An efficient field-programmable gate array-based hardware oriented block motion estimation algorithm based on diamond adaptive rood pattern search algorithm for multi-standard video codec

Abstract

Motion estimation and motion compensation techniques are effectively used for removing temporal redundancy between adjacent frames during video compression, but video quality will be degraded with the traditional pixel-based matching algorithms. To overcome this issue, diamond adaptive rood pattern search algorithm-based block-matching motion estimation algorithms are proposed in this manuscript for multi-stranded codec hardware design, which provide a high compression rate with less computational complexity. In this work, a diamond adaptive rood pattern search algorithm is used, which is a combination of a diamond-search algorithm and adaptive rood pattern search. In addition, the proposed algorithm applies multiple search strategies and terminates unnecessary searching while reserving high data regularity.
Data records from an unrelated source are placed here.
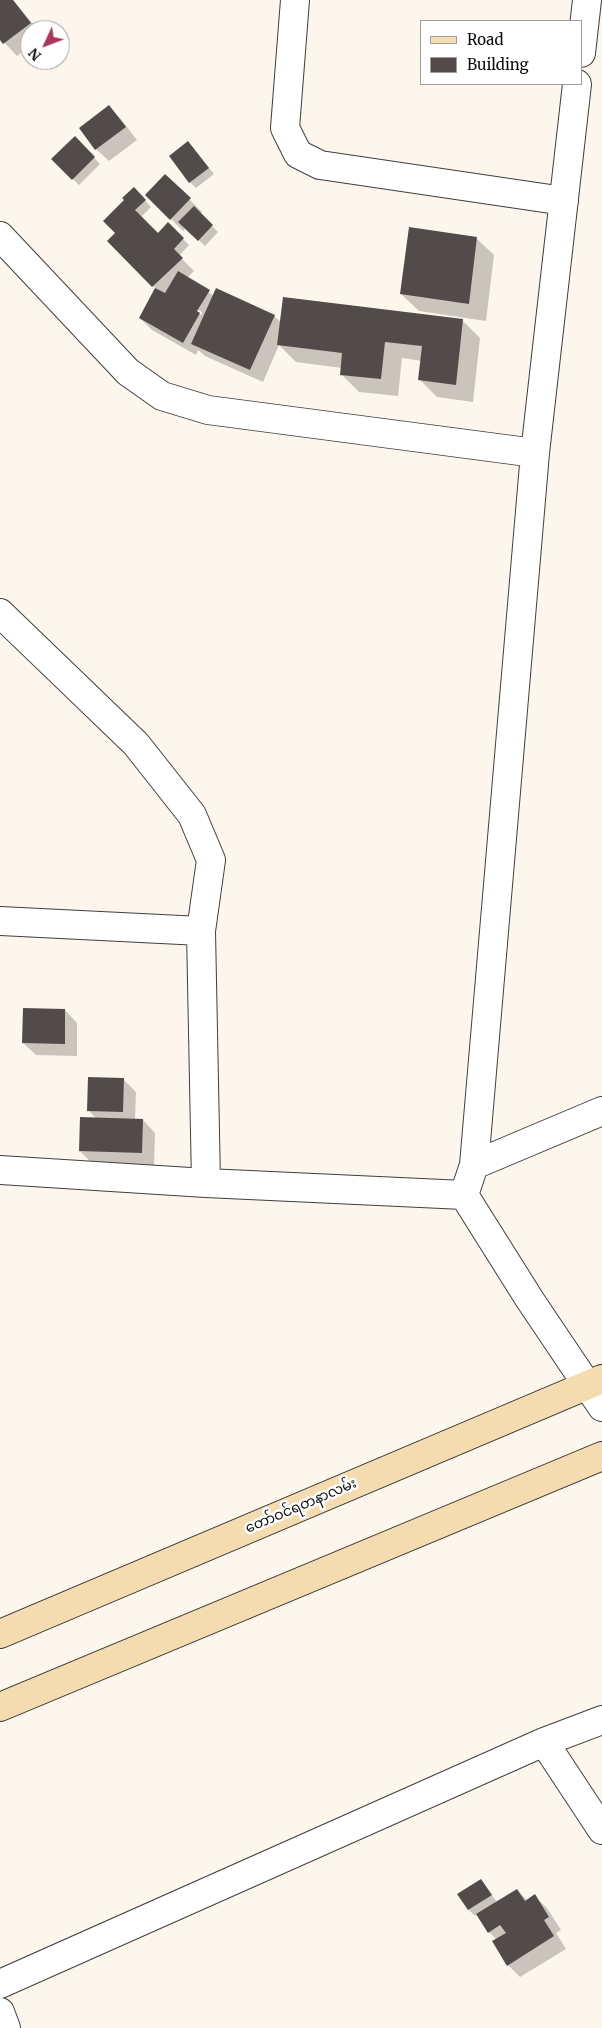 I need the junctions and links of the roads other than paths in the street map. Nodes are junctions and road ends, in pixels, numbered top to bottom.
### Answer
1 (295, 0) edge
2 (587, 0) edge
3 (582, 45) edge
4 (577, 85) edge
5 (564, 201) junction
6 (0, 236) edge
7 (535, 452) junction
8 (0, 613) edge
9 (0, 920) edge
10 (201, 931) junction
11 (602, 1111) edge
12 (474, 1165) junction
13 (0, 1170) edge
14 (206, 1183) junction
15 (464, 1196) junction
16 (594, 1382) edge
17 (602, 1407) edge
18 (602, 1456) edge
19 (0, 1634) edge
20 (0, 1707) edge
21 (602, 1720) edge
22 (544, 1742) junction
23 (602, 1830) edge
24 (0, 1984) edge
25 (0, 2012) edge
26 (6, 2028) edge

1 - 5 street
2 - 3 street
4 - 5 street
5 - 7 street
6 - 7 street
7 - 12 street
8 - 10 street
9 - 10 street
10 - 14 street
11 - 12 street
12 - 15 street
13 - 14 street
14 - 15 street
15 - 16 street
16 - 17 street
16 - 19 main road, တော်ဝင်ရတနာလမ်း
18 - 20 main road
21 - 22 street
22 - 23 street
22 - 24 street
25 - 26 street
The proposed diamond adaptive rood pattern search algorithm-based block-matching motion estimation algorithm for multi-stranded codec hardware design provides good performance in terms of complex calculations reduction and reaches a high speed in comparison to traditional search algorithms. The proposed architecture is implemented in Xilinx ISE design 14.5 suite and the implemented results are compared to the existing motion estimation techniques on field-programmable gate array devices. Simulation results shows that the diamond adaptive rood pattern search algorithm for multi-stranded codec hardware design provides a very good improvement in terms of computations overhead reduction, with 96.4%, 97.3% latency and 98.7% throughput and achieves a high compression rate without video quality degradation.